SHERIDAN — Mayor Roger Miller said last week he is frustrated with what he describes as an unwillingness among members of city council to address his concerns that the duties and authorities of positions within city government are unclear.
On May 21, Miller sent an email to members of council, city administrator Mark Collins and city attorney Brendan Kerns that described a meeting he had with Collins and Kerns to discuss the mayor’s authority in the city government.
“During our conversation it was explained to me that I, as Mayor do not have and can not make any decisions in reference to the daily operations of the City,” Miller wrote. “These Duties and Authorities have been taken away for the Mayor’s Duties and Authorities and have been assigned by council to our Administrator via Charter Ordinance 2158.”
Charter Ordinance 2158 officially established the city administrator position and shifted the city government from a strong-mayor government, in which the mayor has almost complete administrative control, to a council-manager government in which administrative duties are given to a city administrator who answers to the mayor and city council.
The ordinance was passed in April 2015 and signed by then-Mayor John Heath.
The debate over the city administrator position has been contentious in Sheridan. City council approved the hiring of a city administrator in 2007, but the decision was overturned when residents petitioned for a special election and voted down the decision.

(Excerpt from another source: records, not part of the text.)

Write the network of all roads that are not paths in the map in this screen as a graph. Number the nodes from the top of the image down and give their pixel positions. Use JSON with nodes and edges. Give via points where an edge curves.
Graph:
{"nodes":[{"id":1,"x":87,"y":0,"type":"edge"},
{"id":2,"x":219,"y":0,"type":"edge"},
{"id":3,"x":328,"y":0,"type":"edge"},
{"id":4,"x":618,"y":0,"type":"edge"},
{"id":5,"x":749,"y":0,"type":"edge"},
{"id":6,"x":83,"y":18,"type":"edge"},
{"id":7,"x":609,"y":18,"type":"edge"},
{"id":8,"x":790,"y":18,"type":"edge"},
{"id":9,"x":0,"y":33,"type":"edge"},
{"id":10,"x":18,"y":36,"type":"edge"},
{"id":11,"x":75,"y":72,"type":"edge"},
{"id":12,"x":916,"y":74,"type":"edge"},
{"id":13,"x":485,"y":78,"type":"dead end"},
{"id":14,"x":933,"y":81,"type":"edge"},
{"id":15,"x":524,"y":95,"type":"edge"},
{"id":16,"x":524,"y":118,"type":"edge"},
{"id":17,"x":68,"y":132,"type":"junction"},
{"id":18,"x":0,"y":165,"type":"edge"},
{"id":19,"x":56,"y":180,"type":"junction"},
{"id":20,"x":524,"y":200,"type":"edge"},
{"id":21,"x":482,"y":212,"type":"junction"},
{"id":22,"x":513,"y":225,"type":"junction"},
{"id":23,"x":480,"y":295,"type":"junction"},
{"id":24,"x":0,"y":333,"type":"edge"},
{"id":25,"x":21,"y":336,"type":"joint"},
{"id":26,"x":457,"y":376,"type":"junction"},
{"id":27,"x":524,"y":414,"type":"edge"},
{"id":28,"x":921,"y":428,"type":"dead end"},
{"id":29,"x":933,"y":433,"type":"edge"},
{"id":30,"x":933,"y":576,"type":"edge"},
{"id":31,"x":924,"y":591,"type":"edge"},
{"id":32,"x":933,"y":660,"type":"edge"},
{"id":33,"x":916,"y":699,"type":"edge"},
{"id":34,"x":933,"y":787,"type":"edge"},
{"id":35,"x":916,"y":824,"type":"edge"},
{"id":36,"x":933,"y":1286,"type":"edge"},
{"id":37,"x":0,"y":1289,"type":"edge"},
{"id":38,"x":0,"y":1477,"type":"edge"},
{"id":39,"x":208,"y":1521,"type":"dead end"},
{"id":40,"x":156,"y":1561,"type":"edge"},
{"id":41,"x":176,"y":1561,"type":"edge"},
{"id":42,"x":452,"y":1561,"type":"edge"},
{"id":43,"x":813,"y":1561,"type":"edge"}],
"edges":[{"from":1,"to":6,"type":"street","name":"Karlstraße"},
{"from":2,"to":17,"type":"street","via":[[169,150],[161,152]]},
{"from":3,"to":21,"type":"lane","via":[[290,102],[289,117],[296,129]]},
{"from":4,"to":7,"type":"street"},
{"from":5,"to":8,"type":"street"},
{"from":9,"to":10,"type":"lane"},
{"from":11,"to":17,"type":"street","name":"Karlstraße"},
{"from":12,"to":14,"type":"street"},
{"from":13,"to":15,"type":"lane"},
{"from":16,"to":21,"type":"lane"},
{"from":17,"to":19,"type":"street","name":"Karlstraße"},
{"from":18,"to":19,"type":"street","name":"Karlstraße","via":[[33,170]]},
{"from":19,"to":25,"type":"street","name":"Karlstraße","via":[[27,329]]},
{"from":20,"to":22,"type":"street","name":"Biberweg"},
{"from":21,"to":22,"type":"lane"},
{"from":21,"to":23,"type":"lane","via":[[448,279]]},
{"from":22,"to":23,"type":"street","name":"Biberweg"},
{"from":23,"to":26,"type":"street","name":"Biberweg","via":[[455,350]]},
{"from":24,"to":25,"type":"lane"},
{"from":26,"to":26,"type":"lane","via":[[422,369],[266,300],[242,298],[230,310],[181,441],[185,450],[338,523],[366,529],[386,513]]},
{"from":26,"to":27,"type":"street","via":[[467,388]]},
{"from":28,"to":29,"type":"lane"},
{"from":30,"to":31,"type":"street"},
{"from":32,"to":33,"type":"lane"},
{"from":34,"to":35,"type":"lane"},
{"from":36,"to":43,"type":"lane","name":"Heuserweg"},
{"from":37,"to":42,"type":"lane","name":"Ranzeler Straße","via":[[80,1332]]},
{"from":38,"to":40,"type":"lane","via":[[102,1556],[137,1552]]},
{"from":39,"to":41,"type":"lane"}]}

Citizens attempted to push for another special election in 2015 but could not gather enough signatures to force the issue.

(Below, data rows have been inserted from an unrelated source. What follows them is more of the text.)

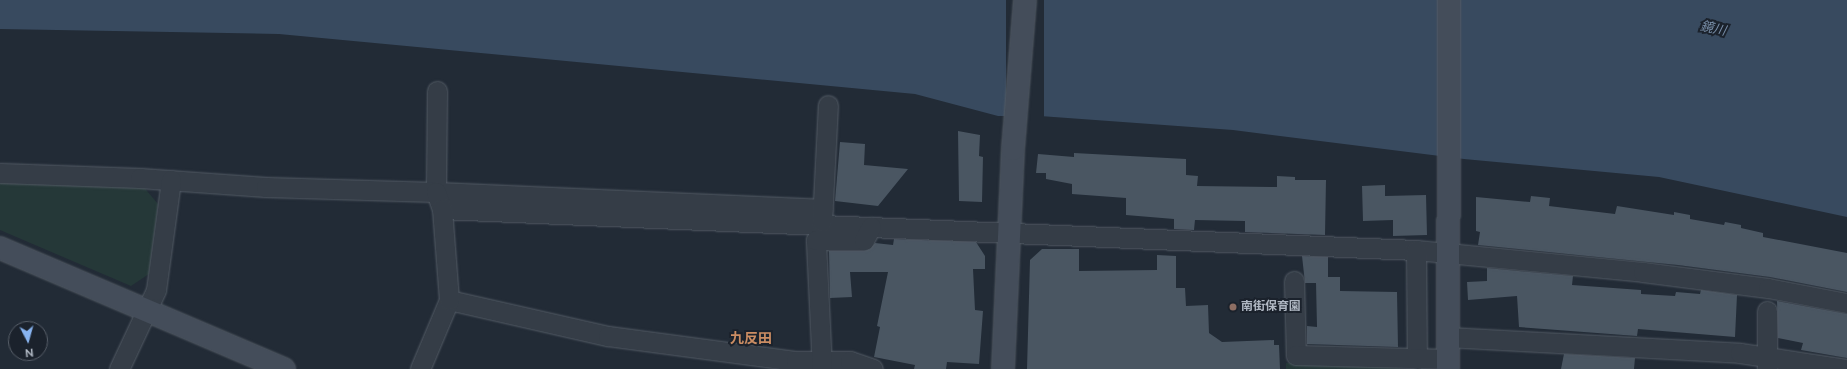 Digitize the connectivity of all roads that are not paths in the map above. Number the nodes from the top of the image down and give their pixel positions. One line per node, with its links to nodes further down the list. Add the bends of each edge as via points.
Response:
1 (1025, 0): 10 (street)
2 (1448, 0): 13 (street)
3 (437, 91): 7 (street)
4 (828, 105): 8 (street)
5 (0, 173): 6 (street)
6 (171, 180): 7 (street); 17 (street, via 156,290)
7 (439, 200): 8 (street); 15 (street)
8 (822, 216): 9 (street)
9 (871, 227): 10 (street); 22 (street, via 864,240 816,240)
10 (1009, 234): 12 (street); 28 (street)
11 (0, 248): 17 (street)
12 (1409, 250): 13 (street); 20 (street)
13 (1448, 253): 16 (street, via 1643,272 1768,288); 19 (street)
14 (1294, 281): 20 (street, via 1296,355)
15 (449, 300): 22 (street, via 608,336); 26 (street)
16 (1847, 303)
17 (147, 310): 24 (street); 25 (street)
18 (1767, 311): 21 (street)
19 (1447, 337): 21 (street); 23 (street)
20 (1418, 358): 23 (street)
21 (1767, 362): 29 (street)
22 (821, 364): 27 (street, via 850,361)
23 (1448, 364)
24 (119, 369)
25 (284, 369)
26 (420, 369)
27 (873, 369)
28 (1003, 369)
29 (1846, 369) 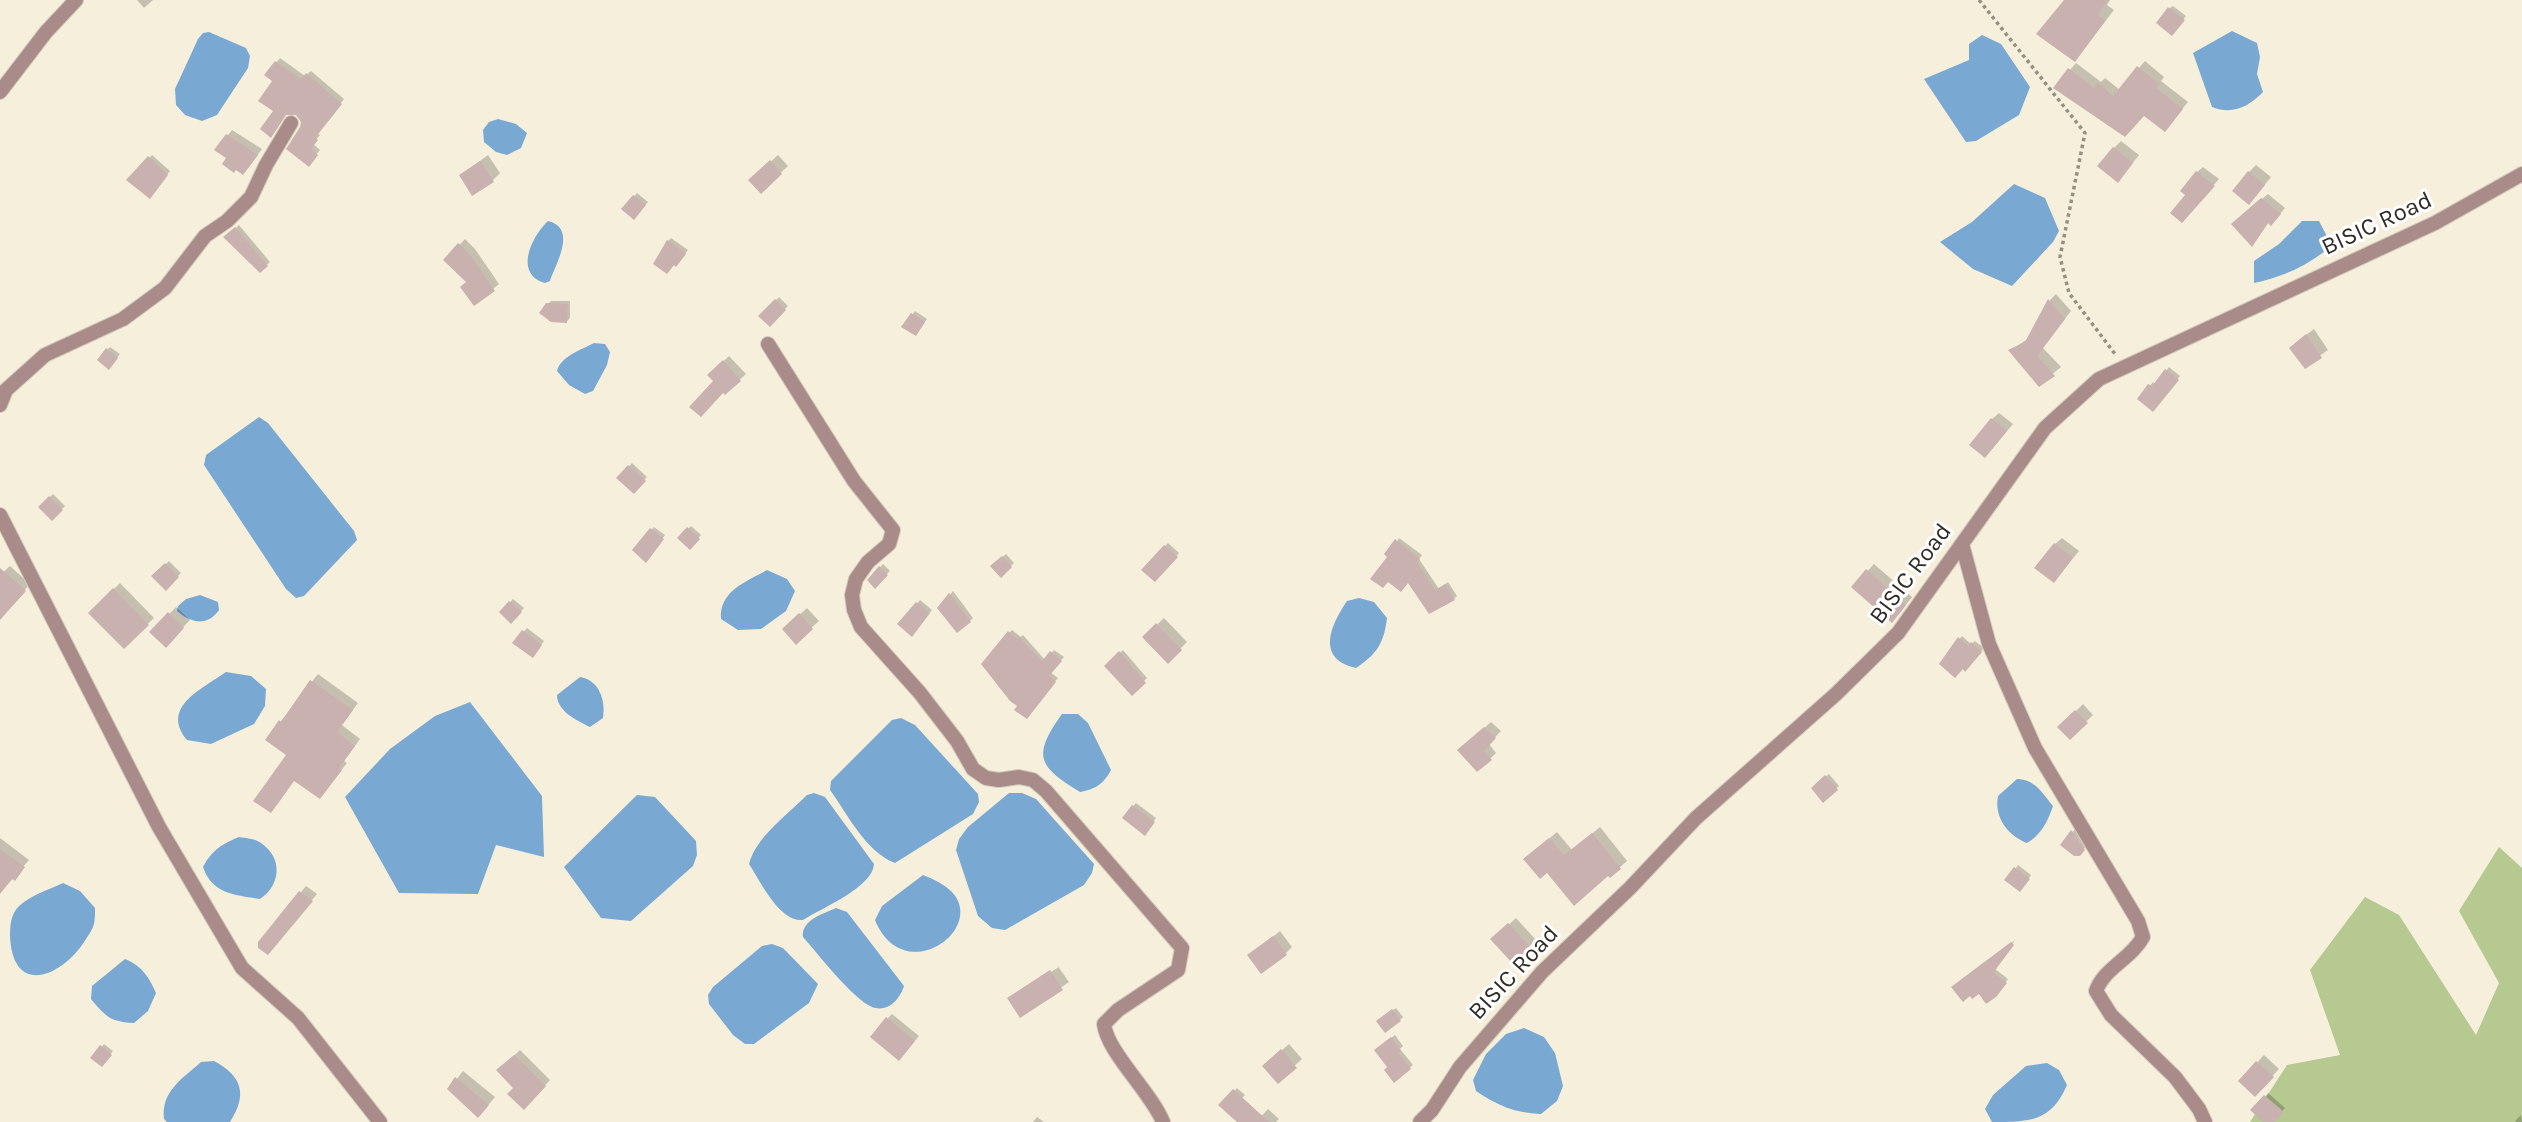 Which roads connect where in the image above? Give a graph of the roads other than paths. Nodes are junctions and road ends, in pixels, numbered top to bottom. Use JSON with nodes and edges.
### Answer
{"nodes":[{"id":1,"x":76,"y":0,"type":"edge"},
{"id":2,"x":0,"y":92,"type":"edge"},
{"id":3,"x":291,"y":123,"type":"dead end"},
{"id":4,"x":2522,"y":174,"type":"edge"},
{"id":5,"x":768,"y":344,"type":"dead end"},
{"id":6,"x":0,"y":405,"type":"edge"},
{"id":7,"x":0,"y":514,"type":"edge"},
{"id":8,"x":1962,"y":544,"type":"junction"},
{"id":9,"x":380,"y":1122,"type":"edge"},
{"id":10,"x":1163,"y":1122,"type":"edge"},
{"id":11,"x":1420,"y":1122,"type":"edge"},
{"id":12,"x":2205,"y":1122,"type":"edge"}],
"edges":[{"from":1,"to":2,"type":"street"},
{"from":3,"to":6,"type":"street"},
{"from":4,"to":8,"type":"street","name":"BISIC Road"},
{"from":5,"to":10,"type":"street"},
{"from":7,"to":9,"type":"street"},
{"from":8,"to":11,"type":"street","name":"BISIC Road"},
{"from":8,"to":12,"type":"street"}]}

Proponents of the decision argued that a city administrator would ensure experienced and consistent management over the day-to-day operations of the city, as the mayor of the city changes and different mayors bring different levels of administrative and government experience to the role.
Opponents, however, contend that the city administrator is not an elected position and dilutes the mayor’s authority, which effectively limits the impact of the voters’ choice in the management of city government.
Miller was outspoken against the decision to hire a city administrator as a candidate for mayor in 2016 and, in his email, notes that his opposition has not changed.
“As you all know, I completely disagree with Charter Ordinance 2158 and have requested that it be repealed in it’s entirety,” Miller wrote. “As you also know I’m the only one of us in favor of repealing ordinance 2158 as it is a complete back door around the voting public and CO2158 is unnecessary…In short, there is little Authority left inside the City operations for the Mayor’s Office which significant affects the Mayor’s ability to act quickly and decisively on behalf of the City.”
In an interview with The Press, Miller said he was not, however, asking council to eliminate the city administrator position, but to clarify and define the duties, roles, authorities and responsibilities for the mayor, the city administrator and city council in Sheridan’s city government. He stressed that his issue was not with Collins or any action Collins has taken as city administrator, but what he sees as a vague delineation of responsibilities and authorities in the city government.
Collins did not respond to a request for comment.
Miller said council, however, has been, and remains, reluctant to take up the issue. Without naming names, he said the majority of the council does not want to take action on the matter.
“I’ve been trying to talk with council for a year and five months now about, ‘What is my job?’” Miller said. “Recently, several of the council members basically said they don’t want to hash those details out. But that’s literally our only job; we’re policy makers, we’re supposed to do this stuff.”
Council President Kelly Gooch and council Vice President Richard Bridger did not respond to requests for comment.
Miller said much of the lack of definition in roles and authorities comes from the language in Charter Ordinance 2158.
“In my mind, the mayor should be the head of the city and the city administrator should have managerial power, not mayoral authority,” Miller said. “But that’s not the way the ordinance is written.”
According to Charter Ordinance 2158, the city administrator is “responsible to the mayor for the administration of all departments of the city; and to supervise the functions of such departments; to issue such administrative regulations and outline general administrative procedures applicable to all areas and departments.”
Specifically, Miller identified the first point under section two of the ordinance, which is headed “City Administrator — duties and authority, generally,” as one of the passages that is unclear.
“The City Council and Mayor shall deal with the administration of the city through the City Administrator,” the ordinance reads. “The Mayor and governing body shall issue directives to the City Administrator concerning the policies and/or operations of the city to be accomplished.”
Miller said that passage is unclear as to whether both the mayor and city council can issue directives to the city administrator, or if directives need to be issued jointly by the mayor and council.
As an example of the confusion the ordinance’s language has created, Miller said early last year he asked Collins to gather information on how the decision to introduce fluoride into the city’s water was made but received push-back from members of council who did not want to take the issue up again. Miller said he was told he would need at least three council members — a council majority — to support his directive before Collins would move forward.
“What I’m being told at this point is that I have superintending authority as the head political official of our governing body and our council,” Miller said. “So I’m effectively the chair of council. But when it comes to specific, directive action, council as a whole has to vote on it, or we have to come to a consensus of the council members to do something very simple, which I think is ridiculous.”
Miller is asking that these issues be clarified by creating concrete job descriptions for the mayor, city administrator and city council and to include those descriptions in a government handbook that would govern the day-to-day operations of the city.
But, Miller reiterated, council is not currently discussing those issues.